Though research is ‘in its infancy’, drug olaparib could slow cancer growth for with inherited BRCA-related breast cancer, which tends to affect younger women
A type of inherited and incurable breast cancer that tends to affect younger women could be targeted by a new gene therapy, researchers have found.
A small study presented at the world’s largest cancer conference found treating patients with the drug olaparib could slow cancer growth by three months and be less toxic for patients with inherited BRCA-related breast cancer.
Researchers said there was not enough data to say whether patients survived longer as a result of the treatment.
“We are in our infancy,” said Dr Daniel Hayes, president of the American Society of Clinical Oncology and professor of breast cancer research at the University of Michigan. “This is clearly an advance; this is clearly proof of concept these can work with breast cancer.”
“Does it look like it’s going to extend life? We don’t know yet,” he said.
The drug is part of the developing field of “precision medicine”, which targets patients’ genes to tailor treatment.
“It is a perfect example of how understanding a patient’s genetics and the biology of their tumor can be used to target its weaknesses and personalize treatment,” said Andrew Tutt, director of the Breast Cancer Now Research Centre at The Institute of Cancer Research.
“Olaparib is already available for women with BRCA-mutant advanced ovarian cancer, and is the first drug to be approved that is directed against an inherited genetic mutation.” The study was the first to show olaparib can slow growth of inherited BRCA-related breast cancer. The drug is not yet approved for that use.
People with inherited mutations in the BRCA gene make up about 3% of all breast cancer patients, and tend to be younger. The median age of women in the olaparib trial was 44 years old.
BRCA genes are part of a pathway to keep cells reproducing normally. An inherited defect can fail to stop abnormal growth, thus increasing the risk of cancer. The study examined the effectiveness of olaparib against a class of BRCA-related cancers called triple negative. Olaparib is part of a class of four drugs called “PARP-inhibitors” that work by shutting down a pathway cancer cells use to reproduce.

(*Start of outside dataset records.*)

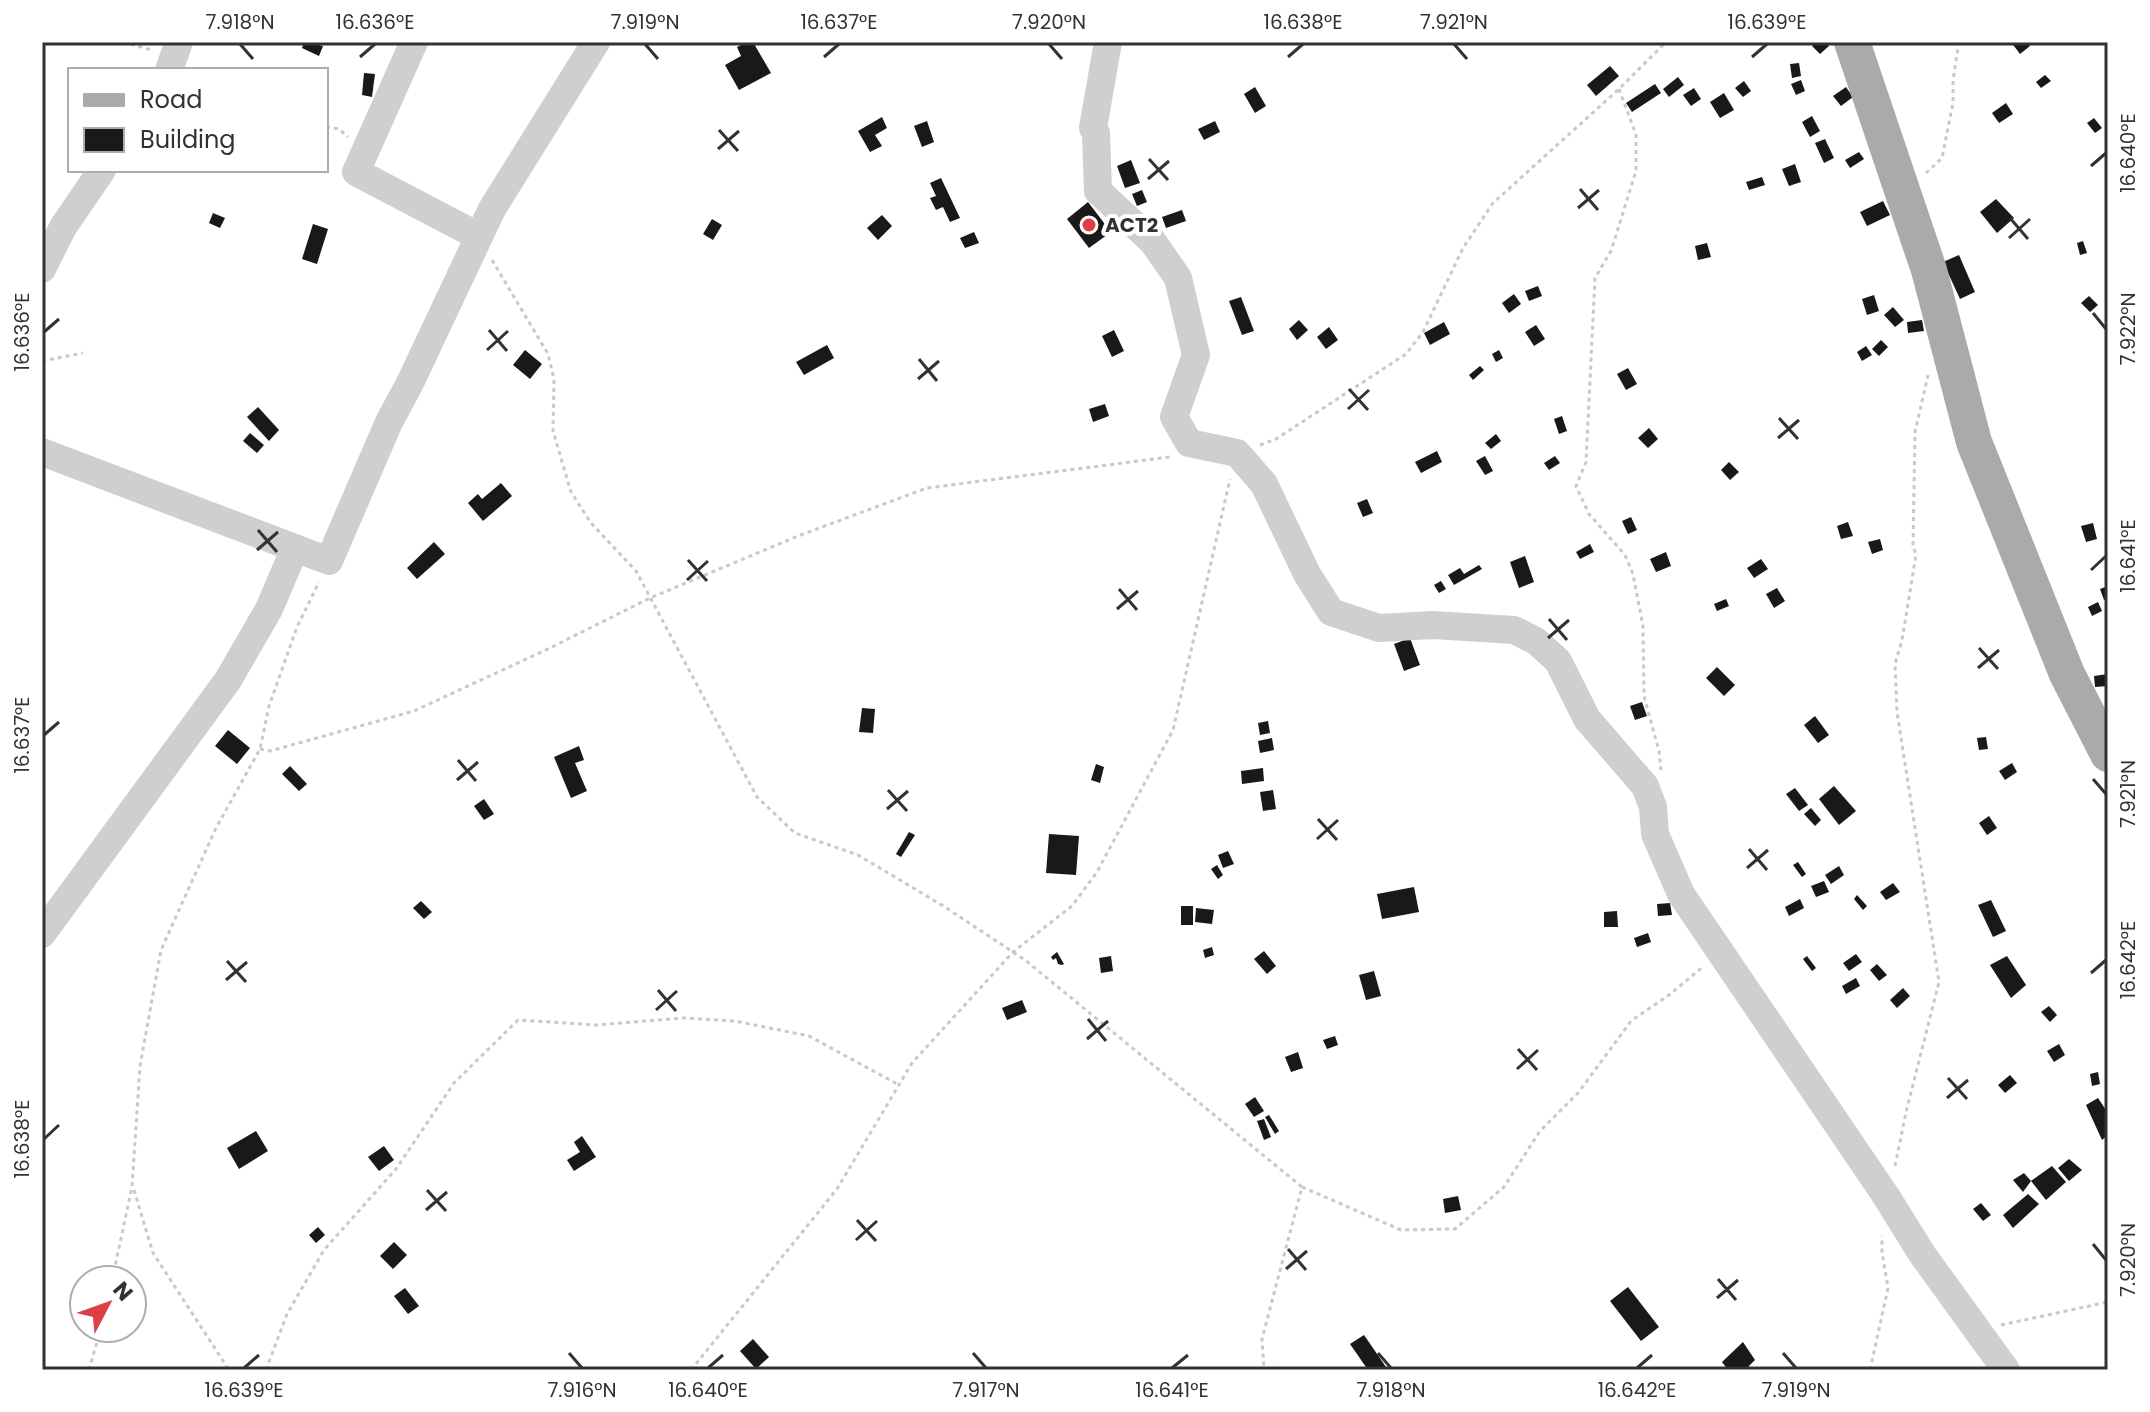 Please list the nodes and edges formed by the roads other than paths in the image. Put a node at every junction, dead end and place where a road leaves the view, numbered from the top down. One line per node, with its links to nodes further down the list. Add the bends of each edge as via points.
1 (179, 42): 6 (street)
2 (414, 42): 8 (street, via 356,172)
3 (596, 42): 8 (street)
4 (1108, 42): 14 (street, via 1093,128 1098,191 1153,242 1178,278 1196,355 1174,417 1189,443 1237,453 1264,484 1331,612 1379,628 1514,630 1558,661 1587,719 1645,786 1655,834 1681,894)
5 (1852, 42): 12 (main road, via 1929,270 1974,442 2067,674)
6 (170, 68)
7 (101, 172): 9 (street)
8 (478, 236): 11 (street, via 329,561)
9 (42, 269)
10 (42, 452): 11 (street)
11 (295, 548): 13 (street, via 269,609 228,680)
12 (2108, 754)
13 (42, 934)
14 (2006, 1370) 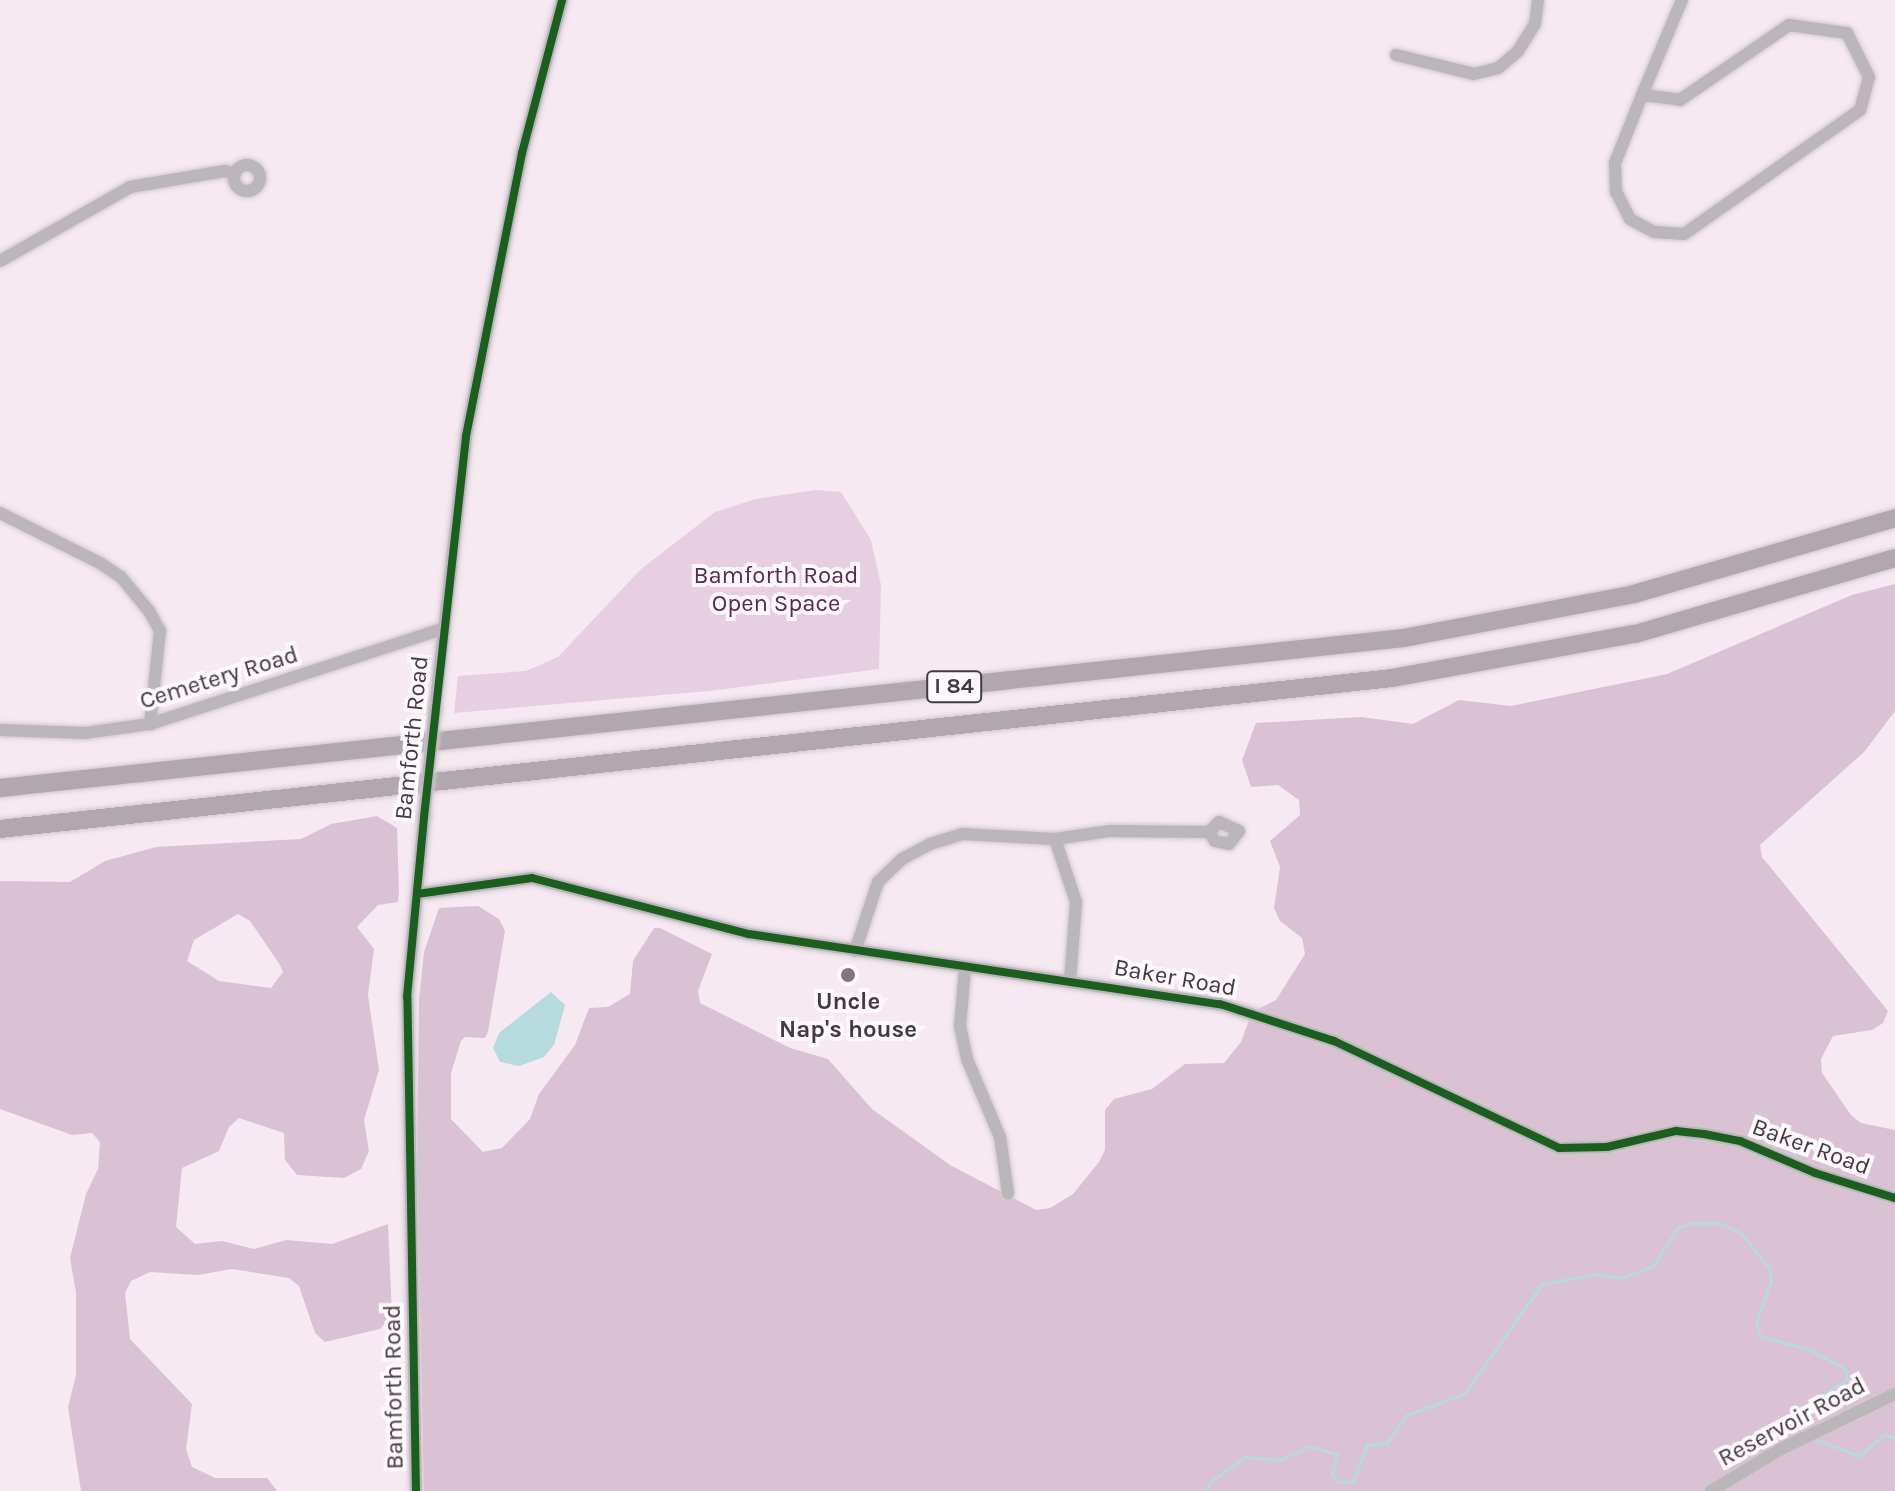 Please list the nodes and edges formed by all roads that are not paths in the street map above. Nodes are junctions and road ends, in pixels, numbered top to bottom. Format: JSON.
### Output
{"nodes":[{"id":1,"x":562,"y":0,"type":"edge"},
{"id":2,"x":1538,"y":0,"type":"edge"},
{"id":3,"x":1682,"y":0,"type":"edge"},
{"id":4,"x":1396,"y":55,"type":"dead end"},
{"id":5,"x":1642,"y":95,"type":"junction"},
{"id":6,"x":235,"y":174,"type":"dead end"},
{"id":7,"x":0,"y":261,"type":"edge"},
{"id":8,"x":0,"y":513,"type":"edge"},
{"id":9,"x":1895,"y":518,"type":"edge"},
{"id":10,"x":1895,"y":558,"type":"edge"},
{"id":11,"x":443,"y":629,"type":"junction"},
{"id":12,"x":150,"y":724,"type":"junction"},
{"id":13,"x":0,"y":730,"type":"edge"},
{"id":14,"x":0,"y":788,"type":"edge"},
{"id":15,"x":0,"y":829,"type":"edge"},
{"id":16,"x":1209,"y":832,"type":"dead end"},
{"id":17,"x":1055,"y":839,"type":"junction"},
{"id":18,"x":417,"y":894,"type":"junction"},
{"id":19,"x":855,"y":951,"type":"junction"},
{"id":20,"x":965,"y":969,"type":"junction"},
{"id":21,"x":1070,"y":981,"type":"junction"},
{"id":22,"x":1008,"y":1193,"type":"dead end"},
{"id":23,"x":1895,"y":1198,"type":"edge"},
{"id":24,"x":1895,"y":1394,"type":"edge"},
{"id":25,"x":416,"y":1491,"type":"edge"},
{"id":26,"x":1711,"y":1491,"type":"edge"}],
"edges":[{"from":1,"to":11,"type":"street","name":"Bamforth Road"},
{"from":2,"to":4,"type":"street"},
{"from":3,"to":5,"type":"street"},
{"from":5,"to":5,"type":"street"},
{"from":6,"to":7,"type":"street"},
{"from":8,"to":12,"type":"street"},
{"from":9,"to":14,"type":"highway","number":"I 84"},
{"from":10,"to":15,"type":"highway","number":"I 84"},
{"from":11,"to":12,"type":"street","name":"Cemetery Road"},
{"from":11,"to":18,"type":"street","name":"Bamforth Road","bridge":true},
{"from":12,"to":13,"type":"street","name":"Cemetery Road"},
{"from":16,"to":17,"type":"street"},
{"from":17,"to":19,"type":"street"},
{"from":17,"to":21,"type":"street"},
{"from":18,"to":19,"type":"street","name":"Baker Road"},
{"from":18,"to":25,"type":"street","name":"Bamforth Road"},
{"from":19,"to":20,"type":"street","name":"Baker Road"},
{"from":20,"to":21,"type":"street","name":"Baker Road"},
{"from":20,"to":22,"type":"street"},
{"from":21,"to":23,"type":"street","name":"Baker Road"},
{"from":24,"to":26,"type":"street","name":"Reservoir Road"}]}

The study from Memorial Sloan Kettering Cancer Center in New York randomly treated 300 women with advanced, BRCA-mutated cancer with olaparib or chemotherapy. All the participants had already received two rounds of chemotherapy.
About 60% of patients who received olaparib saw tumors shrink, compared with 29% of patients who received chemotherapy. That meant patients who received olaparib saw cancer advance in seven months, versus four months for only chemotherapy.
Researchers cautioned it is unclear whether olaparib extended life for these patients, and that more research was needed to find out which subset of patients benefit most from olaparib.